I stared at my screen in disbelief. We all knew something like this could happen, but none of us expected it. We expected God to overcome the obstacles and make the paths straight because that is what God does.
He just didn’t do it this time, at least, not in a way that my eyes can see.
All I could think about was my friend, sitting in her home just a few streets away, grieving the loss of the little girl she had already began to love like a daughter.
I did not know what to say. How do you comfort someone who has lost a child through a failed adoption? No one talks about it like a loss. It’s just an unfortunate set of circumstances that didn’t work out like you’d hoped.

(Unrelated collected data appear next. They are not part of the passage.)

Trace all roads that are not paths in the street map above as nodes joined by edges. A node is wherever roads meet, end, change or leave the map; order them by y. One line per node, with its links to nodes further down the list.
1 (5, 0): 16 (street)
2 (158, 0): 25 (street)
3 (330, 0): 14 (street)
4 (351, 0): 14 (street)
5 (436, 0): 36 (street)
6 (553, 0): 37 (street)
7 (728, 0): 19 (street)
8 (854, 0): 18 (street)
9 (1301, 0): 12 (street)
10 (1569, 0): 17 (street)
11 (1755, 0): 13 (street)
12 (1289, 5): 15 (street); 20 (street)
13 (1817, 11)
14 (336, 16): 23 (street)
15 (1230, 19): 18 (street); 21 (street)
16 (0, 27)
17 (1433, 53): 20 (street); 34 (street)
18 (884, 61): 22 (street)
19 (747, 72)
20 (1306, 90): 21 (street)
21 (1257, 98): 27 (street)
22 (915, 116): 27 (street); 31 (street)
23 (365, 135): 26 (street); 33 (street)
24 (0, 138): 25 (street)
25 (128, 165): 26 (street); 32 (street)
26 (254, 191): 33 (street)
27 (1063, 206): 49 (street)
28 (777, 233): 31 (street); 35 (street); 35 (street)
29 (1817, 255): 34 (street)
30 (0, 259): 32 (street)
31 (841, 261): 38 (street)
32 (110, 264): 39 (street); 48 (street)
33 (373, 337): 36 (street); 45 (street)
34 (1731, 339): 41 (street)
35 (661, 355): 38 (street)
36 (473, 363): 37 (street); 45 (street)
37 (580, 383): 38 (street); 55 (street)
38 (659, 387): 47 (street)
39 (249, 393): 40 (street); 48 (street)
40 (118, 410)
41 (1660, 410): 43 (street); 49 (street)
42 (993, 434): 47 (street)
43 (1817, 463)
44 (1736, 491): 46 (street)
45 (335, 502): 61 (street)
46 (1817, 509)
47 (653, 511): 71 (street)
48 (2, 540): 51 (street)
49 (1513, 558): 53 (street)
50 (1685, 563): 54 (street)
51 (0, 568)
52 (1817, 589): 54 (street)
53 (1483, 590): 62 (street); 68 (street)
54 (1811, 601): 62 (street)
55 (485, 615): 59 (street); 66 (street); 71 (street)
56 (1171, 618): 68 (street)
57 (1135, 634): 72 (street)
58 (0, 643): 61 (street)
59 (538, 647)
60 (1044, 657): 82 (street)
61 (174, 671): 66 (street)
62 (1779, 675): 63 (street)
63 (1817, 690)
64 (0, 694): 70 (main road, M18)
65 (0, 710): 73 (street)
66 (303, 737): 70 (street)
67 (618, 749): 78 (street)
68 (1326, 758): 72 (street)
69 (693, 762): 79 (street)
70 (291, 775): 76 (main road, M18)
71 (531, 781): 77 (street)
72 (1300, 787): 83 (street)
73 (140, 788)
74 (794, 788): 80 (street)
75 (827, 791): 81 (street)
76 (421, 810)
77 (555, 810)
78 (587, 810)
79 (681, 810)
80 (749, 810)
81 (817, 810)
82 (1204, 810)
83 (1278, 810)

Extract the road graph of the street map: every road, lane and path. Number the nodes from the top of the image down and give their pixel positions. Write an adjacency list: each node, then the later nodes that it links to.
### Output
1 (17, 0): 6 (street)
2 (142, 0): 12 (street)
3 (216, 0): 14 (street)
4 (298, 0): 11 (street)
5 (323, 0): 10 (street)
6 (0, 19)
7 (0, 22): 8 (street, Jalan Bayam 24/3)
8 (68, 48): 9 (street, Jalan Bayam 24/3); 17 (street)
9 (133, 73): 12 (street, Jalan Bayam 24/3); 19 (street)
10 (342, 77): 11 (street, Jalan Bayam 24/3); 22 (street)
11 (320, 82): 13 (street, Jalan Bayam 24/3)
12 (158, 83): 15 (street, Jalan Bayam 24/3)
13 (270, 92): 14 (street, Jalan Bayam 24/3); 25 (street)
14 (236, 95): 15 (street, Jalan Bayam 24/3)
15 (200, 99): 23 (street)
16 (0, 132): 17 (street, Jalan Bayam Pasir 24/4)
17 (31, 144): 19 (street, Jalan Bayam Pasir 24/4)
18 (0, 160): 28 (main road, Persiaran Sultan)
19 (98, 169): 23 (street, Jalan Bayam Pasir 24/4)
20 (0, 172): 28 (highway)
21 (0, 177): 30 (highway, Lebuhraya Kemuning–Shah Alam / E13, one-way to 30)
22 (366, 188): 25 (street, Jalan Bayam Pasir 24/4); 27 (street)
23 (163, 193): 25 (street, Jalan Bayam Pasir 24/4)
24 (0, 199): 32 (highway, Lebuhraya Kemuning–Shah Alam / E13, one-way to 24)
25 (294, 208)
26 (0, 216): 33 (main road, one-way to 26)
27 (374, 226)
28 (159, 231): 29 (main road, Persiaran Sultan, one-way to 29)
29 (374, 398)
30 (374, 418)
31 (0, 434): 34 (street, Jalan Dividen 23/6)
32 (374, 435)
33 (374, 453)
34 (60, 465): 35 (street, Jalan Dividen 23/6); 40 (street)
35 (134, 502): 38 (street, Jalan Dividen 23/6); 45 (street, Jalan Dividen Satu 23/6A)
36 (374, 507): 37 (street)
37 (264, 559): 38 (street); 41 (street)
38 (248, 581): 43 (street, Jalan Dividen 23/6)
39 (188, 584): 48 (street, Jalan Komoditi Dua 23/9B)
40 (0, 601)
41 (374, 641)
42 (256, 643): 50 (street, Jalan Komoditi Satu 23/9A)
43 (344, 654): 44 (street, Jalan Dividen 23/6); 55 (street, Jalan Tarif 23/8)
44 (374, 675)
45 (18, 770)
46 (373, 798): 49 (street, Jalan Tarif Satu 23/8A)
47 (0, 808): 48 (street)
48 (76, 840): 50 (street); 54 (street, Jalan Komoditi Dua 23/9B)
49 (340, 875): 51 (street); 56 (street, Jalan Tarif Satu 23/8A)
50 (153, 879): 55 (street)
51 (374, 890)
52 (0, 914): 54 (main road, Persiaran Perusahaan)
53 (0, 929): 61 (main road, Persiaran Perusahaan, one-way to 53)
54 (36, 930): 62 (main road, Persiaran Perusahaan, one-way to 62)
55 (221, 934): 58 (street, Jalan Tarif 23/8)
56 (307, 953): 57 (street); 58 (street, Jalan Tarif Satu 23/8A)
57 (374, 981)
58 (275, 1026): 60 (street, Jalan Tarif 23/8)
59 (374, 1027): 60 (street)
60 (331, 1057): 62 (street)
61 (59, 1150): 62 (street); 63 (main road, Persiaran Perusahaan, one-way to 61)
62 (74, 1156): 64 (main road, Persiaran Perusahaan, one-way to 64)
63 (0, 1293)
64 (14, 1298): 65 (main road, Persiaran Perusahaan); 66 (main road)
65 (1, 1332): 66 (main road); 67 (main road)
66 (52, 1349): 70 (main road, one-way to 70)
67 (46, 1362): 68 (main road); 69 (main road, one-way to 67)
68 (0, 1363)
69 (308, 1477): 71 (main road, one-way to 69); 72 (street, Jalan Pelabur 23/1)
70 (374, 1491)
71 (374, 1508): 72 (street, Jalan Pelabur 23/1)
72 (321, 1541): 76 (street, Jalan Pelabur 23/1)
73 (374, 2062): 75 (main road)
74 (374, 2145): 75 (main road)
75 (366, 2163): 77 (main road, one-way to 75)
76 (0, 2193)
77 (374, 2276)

But it is a loss, and it stings like death. A woman like that can’t keep her heart from loving a child that might be hers, even if that child is born through a different body. She can’t help but make a place in her heart, and to grow in love in the waiting the way a woman grows in love for a baby growing in her womb.
The truth of it is, my friend had already started to become that little girl’s mother. That part of the adoption had not failed.
What do you say to a mother like that? What do you say to the woman who has cuddled the child she thinks will be hers, who has begun to dream dreams for that daughter and has spent secret hours shopping for bedroom furniture in white and pink? What do you say to the woman who has prayed for that child and held her breath, hardly daring to breathe in case it does not happen, and who now, in the absence of a child to hold, finds herself grieving alone because the rest of us just don’t get it?
It’s hard to know what to say. “How are you doing?” I blurted out yesterday when I called, even though I knew perfectly well how she was doing and I knew better than to ask something so trite. But we say things just to fill the void because we want to help, and we find that we can’t.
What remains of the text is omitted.